Под громы гимна Цимисхий спешился, принял благословение от седенького, худенького, с мутными, потухшими глазками патриарха и ему подвели сверкающую на солнце золотую колесницу, запряжённую четвёркой белых коней. Он, протестуя, поднял руку.

— Нет, нет, это не для меня… — сказал он. — Это для Божьей Матери!

И он повёл рукой на весьма чтимую икону Божьей Матери, которую он забрал в качестве трофея в усмирённой Болгарии. Все были чрезвычайно тронуты как скромностью, так и набожностью императора, благоговейно водворили Божью Матерь на золотую колесницу, и Цимисхий, увенчанный золотой диадемой, снова сел на своего коня. Ему подали венец и скипетр болгарского царя. Сам царь, пеший, в пыли, стоял за его конём. И торжественный ход, в предшествии духовенства, среди рёва толп медлительно двинулся в город. Весь Царьград был убран как брачный чертог. Балконы, окна, кровли, перекрёстки, заборы — везде были люди, и толпы эти ревели в исступлении от восторга победы и от радости лицезрения богоданного монарха… Воины, сверкая доспехами, железно отбивали шаг, и на запылённых, обветренных лицах их было суровое торжество…

Шествие остановилось у портала святой Софии. Блистая ризами, духовенство с великим почётом и многим пением понесло пленённую Божью Матерь внутрь огромного, богато украшенного храма. Цимисхий скромно следовал сзади. Началось благодарственное Господу Богу молебствие за то, что Он послал благочестивейшему императору свою помощь на одоление поганых язычников. Цимисхий умилённо молился: он знал, что ему, царю земному, в эти минуты переполненный храм уделяет много больше внимания, чем Царю Небесному… Он снова принял благословение от патриарха с мутными, мёртвыми глазами, и снова под руководством опытных церемониймейстеров с золотыми жезлами в руках наладилось в блистающем храме торжественное шествие императора во дворец.

Едва показалось оно на ступенях храма, которые вели на Августеон — огромный двор с колоннадой, отделявший святую Софию от дворца, — как взыграли золотые трубы и в отдалении, за решётками, взревело море народное. Цимисхий окинул глазами роскошный Августеон. Посреди него стоял «путевой столп», весь из колонн и арок, от которого исчислялось расстояние во все концы империи. Наверху столпа был водружён крест, у подножия которого стояли фигуры Константина и Елены, набожно взиравших к востоку. Неподалёку высился огромный памятник Константину, который на этот раз был изображён в виде Аполлона с сиянием вокруг головы, сделанным, как говорили, из гвоздей, которыми был распят бедняк из Галилеи. По другую сторону путевого столпа возвышалась конная статуя Юстиниана в образе Ахилла. В левой руке он держал какой-то шар, а правую, как и полагается, простирал на восток…

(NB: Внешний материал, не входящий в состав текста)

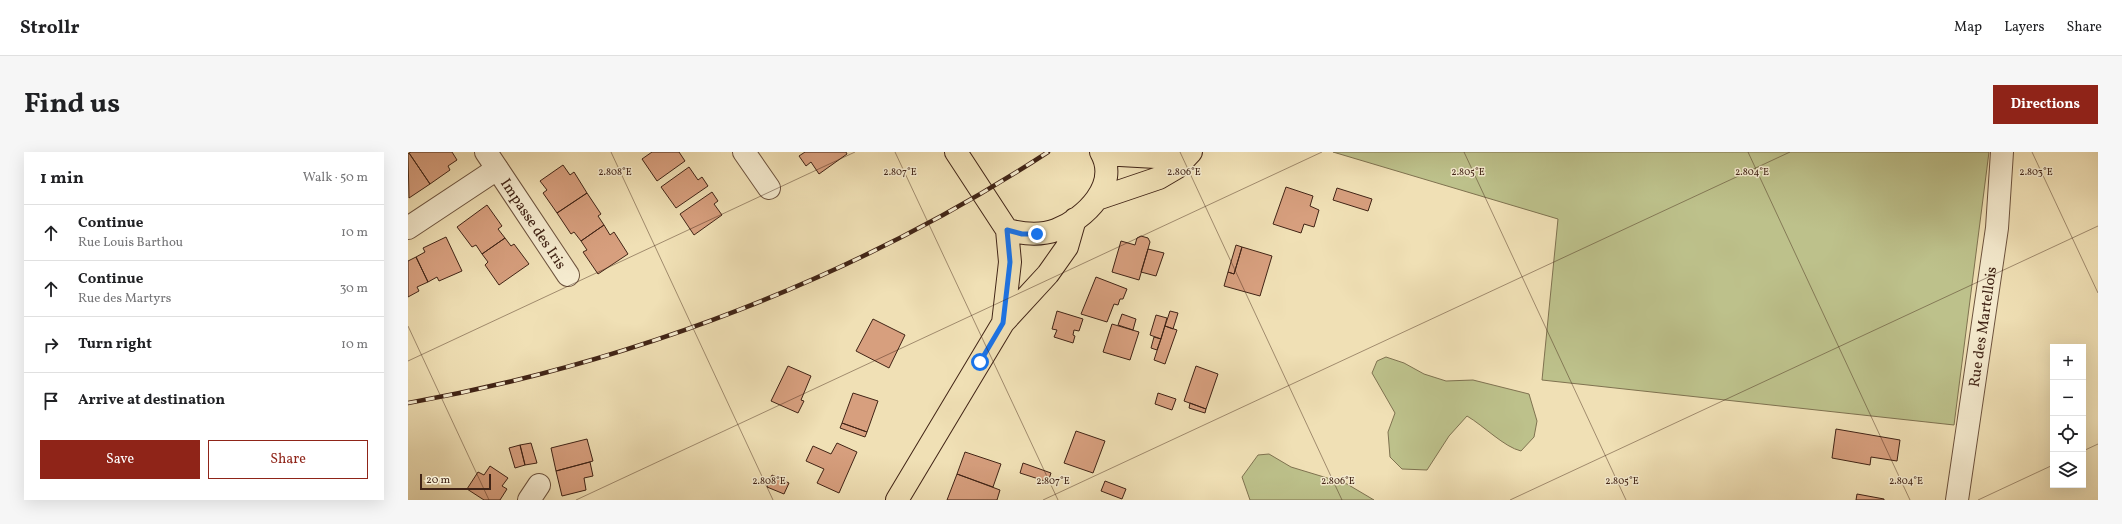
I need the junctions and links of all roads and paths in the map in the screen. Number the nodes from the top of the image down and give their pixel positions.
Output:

Цимисхий обернулся к болгарскому царю Борису и приказал ему тут же снять с себя знаки царского достоинства, то есть шитую золотом и осыпанную жемчугом шапку, багряный плащ и красные сапоги. Воля императора была исполнена. Но он не хотел унижать больше, чем следует, мятежного царя, он хотел быть великодушным, и тут же во всеуслышание он объявил, что он жалует Борису достоинство римского магистра. Новый римский магистр почтительно благодарил за милость. Трубы взыграли, толпы взревели — всё было очень замечательно.

И смолкли резкие, торжественные звуки труб, и снова загремел хор:

— «Сияют цари — веселится мир… Сияют царицы — веселится мир… Сияют порфирородные дети — веселится мир… Торжествует синклит и вся палата — веселится мир… Торжествует город и все царство — веселится мир… Августы наше богатство и наша радость — Господи, пошли им долгие лета…»

— Императору… — красиво вывел певец.

— Многие лета… — торжественно вздохнул хор.

— Счастливые годы императору… — поднялось несколько подобранных голосов.

— Господи, пошли ему многие и счастливые годы… — поднял хор к небу сильные голоса.

— И августе… — продолжали певцы.

— Многие лета… — гремел хор.

— Счастливые годы… — настаивали певцы.

— Даждь им, Господи, многие и счастливые годы…

— И детям их порфирородным…

— Многие лета…

— Счастливые им годы…

— Подай им, Господи, многие и счастливые годы…

И среди торжественных, победных песнопений Цимисхий медлительно, сияя, как бог, скрылся в глубине своего роскошного дворца…

IV. НА ПОРОГАХ НЕПРЫ

На Немизе снопы стелют головами, молотят чепи харалужными, на тоце живот кладут, веют душу от тела…

Между тем Святослав с остатками своей разбитой рати бежал под парусами по сердитому зимнему морю. Ладей у него осталось всего с сотню, и издали они казались стайкой чаек. Плавание шло благополучно, и душой Святослав был уже в Киеве. Но на Руси была уже зима, и нужно было до весны зазимовать в извивах Днепра или, как его в старину звали, Непры, на Белобережье. Хватила Русь за эти сумрачные месяцы и голода, и холода, и хвори всякой. Но проходит все. И вот снова над угрюмым морем засияло солнышко, из Непры лёд валом повалил, а из Ирия, птичьего рая, где птица зимует, табунами несметными понеслась всякая птица перелётная. Русский стан ожил и начал торопливо готовиться к походу взводу, к желанному Киеву. Но сумрачен был старый Свентельд.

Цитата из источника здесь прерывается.